The invention has been comprehensively described and explained with reference to the drawings and the description. The description and explanation are to be understood as examples and not restrictive. The invention is not limited to that disclosed

Embodiments limited. Other embodiments or variations will become apparent to those skilled in the art after using the present invention and after carefully analyzing the drawings, the disclosure and the following claims.

In the claims, the words “comprising” and “having” do not exclude the presence of further elements or steps. The undefined article “a” or “an” does not exclude the presence of a plural. A single element or unit can perform the functions of several of the

Execute claims mentioned units. The mere mention of some measures in several different dependent patent claims should not be understood to mean that a combination of these measures cannot also be used advantageously.

Reference symbol

1 first output shaft, axle output

1 a first side shaft

2 second output shaft, axle output

2a second side shaft

10 bevel gear differential

11 drive shaft

12 bevel gear, gear

12a intermediate shaft

13 Drive element, spur gear

14 differential cage

15 first output gear

16 second output gear

17 compensation element

18a-d universal joints

20 wheels

21 universal joint

22 universal joint

23 intermediate shaft

EM electric machine

100 electric axle drive

1000 vehicle

Claims

1 . Electric axle drive (100) for a vehicle (1000), comprising

- an electric machine (EM) and

- A differential (10) which couples the electric machine (EM) with an axle output comprising a first output shaft (1) and a second output shaft (2),

wherein the axis (B) of the electric machine (EM) is arranged at an angle (a) to the axis (A) of the output shafts (1, 2), characterized in that this angle (a) is acute and in a range from 4 ° to 30 ° is formed.
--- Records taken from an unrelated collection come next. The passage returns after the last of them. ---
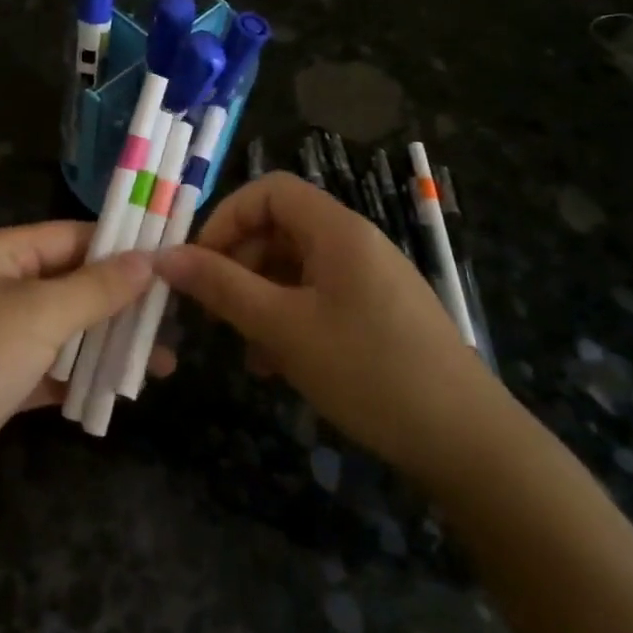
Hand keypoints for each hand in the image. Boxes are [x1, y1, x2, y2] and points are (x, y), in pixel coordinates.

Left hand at [0, 222, 163, 511]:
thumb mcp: (39, 312)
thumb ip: (96, 287)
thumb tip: (147, 260)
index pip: (69, 237)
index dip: (118, 247)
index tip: (169, 260)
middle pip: (69, 284)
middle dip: (118, 302)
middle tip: (172, 317)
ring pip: (62, 331)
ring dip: (105, 345)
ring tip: (161, 362)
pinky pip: (48, 370)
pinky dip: (79, 379)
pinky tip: (118, 392)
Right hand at [155, 172, 501, 481]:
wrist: (466, 442)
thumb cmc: (368, 370)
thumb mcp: (283, 328)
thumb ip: (222, 287)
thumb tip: (165, 257)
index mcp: (337, 230)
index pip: (270, 190)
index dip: (226, 217)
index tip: (199, 262)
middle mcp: (354, 243)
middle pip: (280, 228)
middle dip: (238, 262)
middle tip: (212, 307)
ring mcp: (368, 279)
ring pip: (295, 267)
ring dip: (259, 296)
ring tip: (241, 345)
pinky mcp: (376, 313)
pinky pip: (318, 297)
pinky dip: (287, 318)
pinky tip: (275, 364)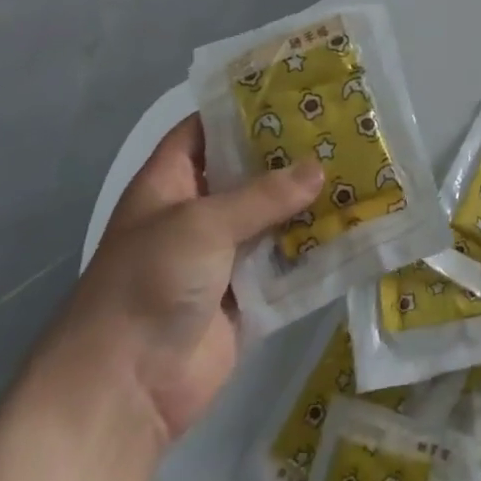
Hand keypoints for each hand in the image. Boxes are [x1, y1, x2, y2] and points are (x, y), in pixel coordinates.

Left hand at [62, 113, 321, 448]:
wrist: (124, 390)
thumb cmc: (148, 282)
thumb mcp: (202, 223)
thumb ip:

2. Electric axle drive (100) according to claim 1, wherein a drive shaft (11) of the electric machine (EM) is rotatably connected to a gear (12) which is in tooth engagement with a drive element (13) of the differential (10), wherein for Realization of the angle (a) the tooth meshing takes place by means of a helical toothing, beveloid toothing or a bevel gear toothing.

3. Electric axle drive (100) according to claim 1,

- At least one joint (21) is provided which connects a drive shaft (11) of the electric machine (EM) to an intermediate shaft (12a) connected in a rotationally fixed manner to a gear (12), the drive shaft (11) being at an angle to the intermediate shaft (12a) is arranged

- wherein the gear (12) is in meshing engagement with a drive element (13) of the differential (10),

- wherein the at least one joint (21) is formed, one

To transmit angular speed and a torque from the drive shaft (11) to the intermediate shaft (12a) arranged at an angle to it.
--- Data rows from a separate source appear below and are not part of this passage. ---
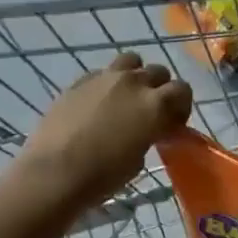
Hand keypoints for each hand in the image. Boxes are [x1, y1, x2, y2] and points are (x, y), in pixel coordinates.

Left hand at [16, 53, 192, 204]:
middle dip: (161, 89)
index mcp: (155, 104)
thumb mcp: (139, 158)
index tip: (173, 124)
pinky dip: (108, 83)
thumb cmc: (104, 175)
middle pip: (158, 72)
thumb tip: (148, 129)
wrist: (55, 172)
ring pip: (131, 61)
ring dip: (136, 76)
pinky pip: (103, 73)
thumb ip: (150, 133)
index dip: (181, 106)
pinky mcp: (79, 81)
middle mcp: (134, 83)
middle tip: (152, 112)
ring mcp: (104, 78)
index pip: (182, 90)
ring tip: (127, 98)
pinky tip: (99, 104)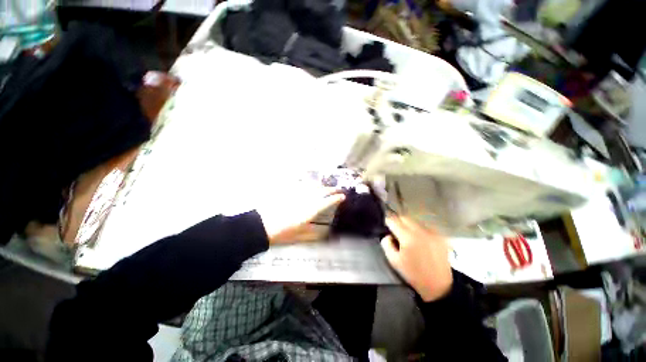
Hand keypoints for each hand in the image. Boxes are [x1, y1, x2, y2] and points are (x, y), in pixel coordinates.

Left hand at [257, 184, 344, 244]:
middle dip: (331, 189)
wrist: (262, 226)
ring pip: (312, 187)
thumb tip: (327, 233)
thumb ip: (314, 233)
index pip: (326, 202)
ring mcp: (297, 195)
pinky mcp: (289, 193)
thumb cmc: (282, 233)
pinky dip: (309, 186)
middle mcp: (305, 200)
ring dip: (321, 186)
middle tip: (338, 189)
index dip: (335, 198)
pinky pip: (302, 186)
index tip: (343, 196)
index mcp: (309, 211)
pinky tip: (311, 186)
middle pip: (320, 192)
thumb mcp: (299, 236)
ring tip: (327, 187)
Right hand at [381, 216, 452, 301]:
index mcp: (408, 237)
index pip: (393, 220)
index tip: (386, 226)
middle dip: (398, 222)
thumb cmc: (413, 274)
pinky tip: (420, 241)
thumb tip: (388, 235)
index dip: (387, 222)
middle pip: (404, 218)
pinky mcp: (440, 236)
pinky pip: (425, 227)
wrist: (439, 286)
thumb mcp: (394, 261)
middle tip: (395, 232)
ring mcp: (432, 233)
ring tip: (408, 238)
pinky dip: (419, 231)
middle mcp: (421, 231)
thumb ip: (386, 244)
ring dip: (408, 226)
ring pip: (415, 221)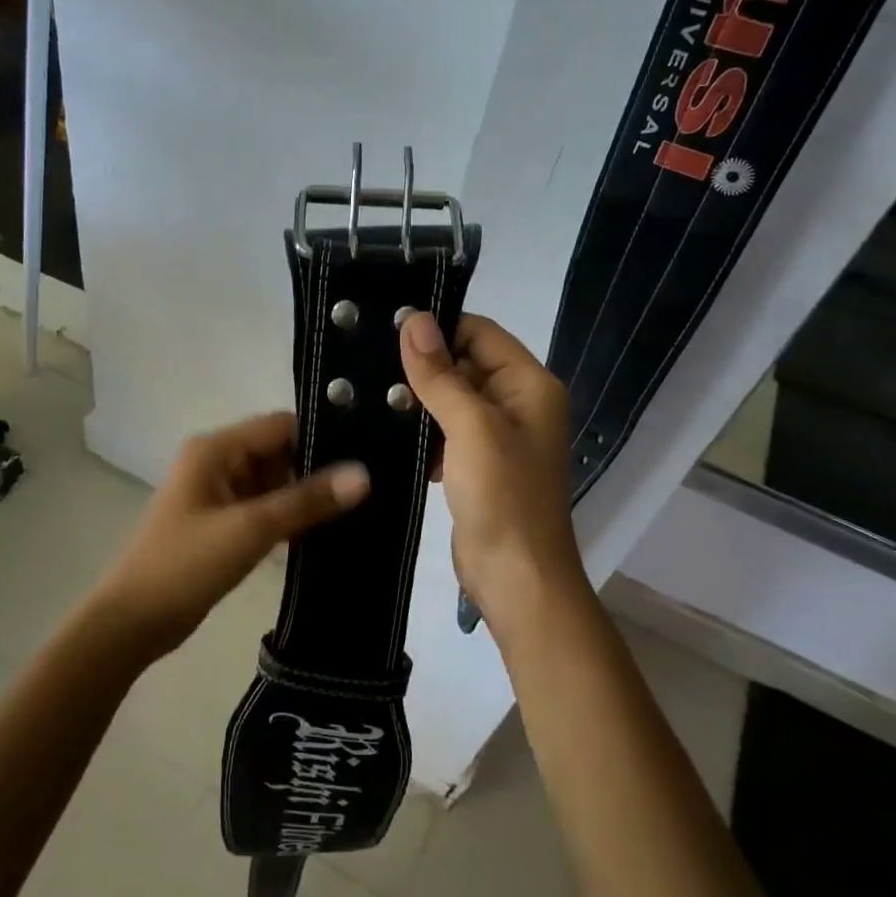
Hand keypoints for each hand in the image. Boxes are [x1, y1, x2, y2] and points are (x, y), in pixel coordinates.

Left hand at [83, 412, 370, 665]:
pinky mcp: (222, 523)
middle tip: (372, 486)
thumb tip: (364, 474)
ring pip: (274, 482)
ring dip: (306, 495)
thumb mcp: (250, 529)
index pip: (280, 426)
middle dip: (318, 468)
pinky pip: (264, 508)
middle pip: (279, 452)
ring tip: (360, 507)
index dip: (322, 436)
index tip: (368, 453)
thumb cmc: (185, 566)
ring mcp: (218, 494)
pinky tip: (326, 530)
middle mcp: (217, 462)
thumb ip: (307, 500)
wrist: (133, 621)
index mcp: (216, 449)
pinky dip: (289, 516)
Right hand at [399, 312, 585, 634]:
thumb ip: (441, 374)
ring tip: (366, 391)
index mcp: (529, 385)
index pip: (481, 334)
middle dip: (422, 364)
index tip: (387, 325)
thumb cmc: (503, 495)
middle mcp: (517, 404)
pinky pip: (445, 433)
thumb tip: (414, 319)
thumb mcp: (471, 426)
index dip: (439, 326)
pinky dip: (421, 431)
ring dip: (417, 399)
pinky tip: (384, 431)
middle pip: (465, 365)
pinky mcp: (476, 465)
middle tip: (367, 358)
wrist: (516, 577)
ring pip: (451, 400)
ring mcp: (497, 437)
4. Electric axle drive (100) according to claim 3, wherein two joints (21, 22) are provided between the gear wheel (12) and drive shaft (11), which in turn are connected by means of an intermediate shaft (23).
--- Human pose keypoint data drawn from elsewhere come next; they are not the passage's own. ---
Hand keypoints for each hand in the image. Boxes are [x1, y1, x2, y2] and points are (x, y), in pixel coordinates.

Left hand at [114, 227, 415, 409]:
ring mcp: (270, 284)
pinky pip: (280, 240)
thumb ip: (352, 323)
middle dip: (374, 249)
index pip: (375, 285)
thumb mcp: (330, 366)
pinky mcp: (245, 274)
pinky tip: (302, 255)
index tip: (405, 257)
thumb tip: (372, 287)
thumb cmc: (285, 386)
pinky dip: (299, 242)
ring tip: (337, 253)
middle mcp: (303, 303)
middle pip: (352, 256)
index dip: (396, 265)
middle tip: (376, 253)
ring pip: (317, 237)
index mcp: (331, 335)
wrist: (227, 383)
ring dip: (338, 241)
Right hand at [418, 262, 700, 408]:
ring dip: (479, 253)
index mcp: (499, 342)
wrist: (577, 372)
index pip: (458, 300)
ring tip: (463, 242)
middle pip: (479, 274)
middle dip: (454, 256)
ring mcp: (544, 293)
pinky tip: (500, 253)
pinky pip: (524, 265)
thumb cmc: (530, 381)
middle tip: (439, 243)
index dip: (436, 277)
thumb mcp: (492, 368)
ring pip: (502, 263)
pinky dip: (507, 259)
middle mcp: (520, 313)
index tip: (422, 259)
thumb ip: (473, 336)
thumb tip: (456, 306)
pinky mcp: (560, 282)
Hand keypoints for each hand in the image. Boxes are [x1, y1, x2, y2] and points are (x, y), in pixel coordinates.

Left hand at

5. Electric axle drive (100) according to one of the preceding claims, wherein the axis (B) of the electric machine (EM) and the axis (A) of the axle drive lie in the same plane.

6. Electric axle drive (100) according to one of the preceding claims 1 to 4, wherein the axis (B) of the electric machine (EM) and the axis (A) of the axle drive are arranged skewed to each other.

7. Vehicle (1000) with an electric drive (100) according to one of claims 1 to 6.

8. The vehicle (1000) according to claim 7, wherein the differential (10) is arranged substantially in the center of the vehicle.

9. The vehicle (1000) according to claim 8, wherein the differential (10) is arranged on one of the two sides with respect to a vehicle longitudinal axis (X).